La démonstration de l’originalité
Le seul fait qu’un document ait été rédigé par un écrivain renommé ne suffit pas à lui conférer une originalité permettant de la considérer comme une œuvre.
Nous avions précédemment abordé le risque d’irrecevabilité d’une action en contrefaçon de droits d’auteur du fait de preuve du caractère original de l’œuvre.
Une nouvelle décision du Tribunal de Grande Instance de Paris, rendue le 8 septembre dernier dans le cadre d’une affaire concernant l’écrivain Michel Houellebecq, est venue mettre particulièrement en lumière cette nécessité d’une démonstration du caractère original de chacune des œuvres dont on prétend être l’auteur.
Rappelons le principe : il appartient à celui qui se prévaut de la qualité d’auteur d’une œuvre de démontrer qu’il en est bien l’auteur mais également que l’œuvre remplit les conditions pour bénéficier de la protection au titre des droits d’auteur.
Or, sur le fondement de l’article L.112-2 du Code de la propriété intellectuelle et de la jurisprudence, constante, il est indispensable que l'œuvre revête le caractère d'une création originale, et traduise à cet égard l’empreinte de la personnalité de son auteur. Une œuvre est ainsi considérée comme originale lorsqu’elle « porte la pâte du créateur, son style, sa façon personnelle de voir et de concevoir », autrement dit l’empreinte de sa personnalité (Laure Marino, Droit de la propriété intellectuelle, Thémis Droit, PUF, 2013, p. 181).
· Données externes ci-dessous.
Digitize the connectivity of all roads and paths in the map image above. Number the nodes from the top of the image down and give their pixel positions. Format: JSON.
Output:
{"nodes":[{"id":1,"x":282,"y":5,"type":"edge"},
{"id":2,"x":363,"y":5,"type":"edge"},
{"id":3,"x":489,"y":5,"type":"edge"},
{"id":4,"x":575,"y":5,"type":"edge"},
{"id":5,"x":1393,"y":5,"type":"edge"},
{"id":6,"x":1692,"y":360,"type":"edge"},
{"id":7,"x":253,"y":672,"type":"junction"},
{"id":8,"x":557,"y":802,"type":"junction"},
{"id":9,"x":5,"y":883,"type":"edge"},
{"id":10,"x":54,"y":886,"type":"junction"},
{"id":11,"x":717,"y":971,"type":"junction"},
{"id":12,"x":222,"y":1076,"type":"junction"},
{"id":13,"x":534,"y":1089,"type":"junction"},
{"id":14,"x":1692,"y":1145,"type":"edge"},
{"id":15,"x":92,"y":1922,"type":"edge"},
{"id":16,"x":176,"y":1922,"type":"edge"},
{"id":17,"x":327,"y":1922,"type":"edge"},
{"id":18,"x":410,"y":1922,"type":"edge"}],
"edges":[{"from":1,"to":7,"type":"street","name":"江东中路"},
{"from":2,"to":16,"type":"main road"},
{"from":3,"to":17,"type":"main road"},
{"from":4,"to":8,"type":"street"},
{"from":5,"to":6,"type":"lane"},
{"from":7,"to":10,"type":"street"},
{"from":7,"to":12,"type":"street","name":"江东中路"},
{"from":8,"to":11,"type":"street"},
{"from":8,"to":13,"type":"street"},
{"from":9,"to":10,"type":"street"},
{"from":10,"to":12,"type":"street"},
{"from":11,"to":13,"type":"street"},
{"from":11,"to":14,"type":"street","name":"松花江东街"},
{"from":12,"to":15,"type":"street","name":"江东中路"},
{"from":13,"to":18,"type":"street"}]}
L’originalité est également entendue comme la marque de l’apport intellectuel de l’auteur. Cette expression fait référence aux choix de l’auteur. La jurisprudence fait ainsi souvent référence à l’expression des choix libres et créatifs de l’auteur, choix qui traduisent la capacité créative de l’auteur.
Dans cette affaire, le journal Le Monde avait consacré une série d’articles à Michel Houellebecq. L’un d’eux relatait un procès dans lequel était impliqué l’écrivain et reproduisait un mot manuscrit remis par l’écrivain à son avocat, sur lequel était écrit : « Ma décision est irrévocable : les médias, pour moi, c’est fini. »
L’écrivain a assigné la société éditrice du Monde, en se fondant en particulier sur la violation de ses droits d’auteurs et plus spécifiquement de ses droits de divulgation et de reproduction. La société éditrice contestait l’originalité du mot litigieux et par conséquence, la possibilité pour Michel Houellebecq de bénéficier de la protection des droits d’auteur.
Le tribunal, après avoir souligné que ce mot pouvait être protégé comme œuvre au sens de l’article L.111-1 du Code de la propriété intellectuelle, s’apparentant à une lettre missive, considère que Michel Houellebecq ne fait pas la démonstration de cette originalité. Michel Houellebecq s’était en effet contenté d’indiquer qu’il s’agissait d’une lettre missive « dont la composition structurée, servie par un style propre à l’auteur, porte son empreinte et reflète sa personnalité. » Il ne caractérisait pas en quoi ce mot portait l’empreinte de sa personnalité. Le tribunal indique que le seul fait que le mot en question ait été rédigé par « un écrivain dont la renommée n’est pas en cause, ne peut suffire à lui conférer une originalité ».
Le tribunal a dans ce jugement développé les raisons qui fondent cette exigence de démonstration de l’originalité par l’auteur en précisant que « seul l’auteur, dont le juge ne peut suppléer la carence, est en mesure d’identifier les éléments traduisant sa personnalité et qui justifient son monopole ». Il ajoute que « le principe de la contradiction (…) commande que le défendeur puisse connaitre précisément les caractéristiques qui fondent l’atteinte qui lui est imputée et apporter la preuve qui lui incombe de l’absence d’originalité ».
En droit, la qualité d’auteur, et la démonstration de celle-ci, doit donc être réalisée pour chaque œuvre dont on se prétend l’auteur, indépendamment de tout ce qui a pu être créé par ailleurs.